Neu ist eine Ehe, die bis zur Trennung drei Jahre andauerte, trotz Geburt eines gemeinsamen Kindes und danach gelebter “klassischer Rollenteilung” rund ein Jahr vor der Trennung, nicht mehr als lebensprägend einzustufen. Auch die berufliche Abhängigkeit der Ehefrau vom Ehemann vermag daran nichts zu ändern (Urteil des Bundesgerichts 5A_568/2021 vom 25. März 2022). Diese Rechtsprechung ist im Ergebnis vorteilhaft für den unterhaltsverpflichteten Ehemann und zum Nachteil der unterhaltsberechtigten Ehefrau, gelangt aber nur bei sehr guten finanziellen Verhältnissen zur Anwendung.
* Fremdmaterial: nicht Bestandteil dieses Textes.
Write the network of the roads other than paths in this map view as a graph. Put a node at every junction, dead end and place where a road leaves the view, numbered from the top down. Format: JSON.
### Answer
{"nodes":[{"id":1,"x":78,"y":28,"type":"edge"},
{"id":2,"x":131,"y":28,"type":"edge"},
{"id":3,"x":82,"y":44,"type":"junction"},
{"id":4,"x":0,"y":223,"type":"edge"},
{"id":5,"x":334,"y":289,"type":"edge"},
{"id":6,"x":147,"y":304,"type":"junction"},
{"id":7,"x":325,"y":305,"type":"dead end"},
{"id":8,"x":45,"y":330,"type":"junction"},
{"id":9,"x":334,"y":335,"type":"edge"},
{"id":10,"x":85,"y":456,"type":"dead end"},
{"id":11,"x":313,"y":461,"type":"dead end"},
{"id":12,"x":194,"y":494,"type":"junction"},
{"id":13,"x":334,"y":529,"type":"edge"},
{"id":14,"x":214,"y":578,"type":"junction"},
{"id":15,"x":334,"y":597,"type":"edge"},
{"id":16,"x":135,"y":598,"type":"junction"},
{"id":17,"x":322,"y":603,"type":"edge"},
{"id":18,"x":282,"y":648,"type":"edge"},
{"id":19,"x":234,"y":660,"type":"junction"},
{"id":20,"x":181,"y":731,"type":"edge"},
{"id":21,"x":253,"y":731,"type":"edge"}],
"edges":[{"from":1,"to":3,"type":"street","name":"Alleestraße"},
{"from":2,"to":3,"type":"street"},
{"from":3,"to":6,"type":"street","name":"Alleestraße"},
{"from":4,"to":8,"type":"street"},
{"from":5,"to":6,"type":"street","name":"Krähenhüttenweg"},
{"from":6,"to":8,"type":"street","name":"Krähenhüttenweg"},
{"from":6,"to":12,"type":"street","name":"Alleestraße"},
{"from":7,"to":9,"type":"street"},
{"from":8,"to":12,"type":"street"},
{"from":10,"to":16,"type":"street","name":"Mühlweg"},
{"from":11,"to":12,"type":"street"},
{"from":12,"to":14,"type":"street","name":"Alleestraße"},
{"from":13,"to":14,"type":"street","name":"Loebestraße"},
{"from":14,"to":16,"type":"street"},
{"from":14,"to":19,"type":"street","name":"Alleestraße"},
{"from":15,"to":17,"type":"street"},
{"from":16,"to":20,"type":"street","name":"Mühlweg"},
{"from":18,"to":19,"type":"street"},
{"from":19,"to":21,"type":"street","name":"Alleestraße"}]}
Ist eine Ehe lebensprägend, so besteht betreffend der Unterhaltsfestsetzung Anspruch darauf, den zuletzt gelebten gemeinsamen Standard fortzuführen unter Vorbehalt der Eigenversorgungskapazität und genügenden Mitteln. Bei einer nicht lebensprägenden Ehe ist für den nachehelichen Unterhalt hingegen am vorehelichen Standard anzuknüpfen. Der berechtigte Ehegatte ist so zu stellen, wie wenn die Ehe nicht geschlossen worden wäre (sog. Heiratsschaden, BGE 147 III 249 Erw. 3.4.1 und 3.4.6). Bei Kurzehen ist gewissermassen eine Art negatives Interesse (“Heiratsschaden”) und bei lebensprägenden Ehen sozusagen ein positives Interesse (“Scheidungsschaden”) zu vergüten. Dennoch wird der nacheheliche Unterhalt nicht in erster Linie mit dem Schadenersatzgedanken, sondern primär mit der “nachehelichen Solidarität” begründet (BGE 147 III 249 Erw. 3.4.1). Die “nacheheliche Solidarität” beruht auf einem Fortwirken der ehelichen Gemeinschaft und ein allfälliger nachehelicher Unterhalt muss sich folglich an dem ausrichten, was die konkrete Ehe ausgemacht hat. Richtschnur für eine einzelfallgerechte Festsetzung sind mithin weniger abstrakte Vermutungen als vielmehr die Beurteilung, was angesichts der individuellen Verhältnisse (Aufgabe der wirtschaftlichen Selbständigkeit, Kinderbetreuung, Ehedauer, Möglichkeit der Wiedererlangung der wirtschaftlichen Selbständigkeit sowie anderweitige finanzielle Absicherungen) als angemessen erscheint (BGE 147 III 249 Erw. 3.4.6).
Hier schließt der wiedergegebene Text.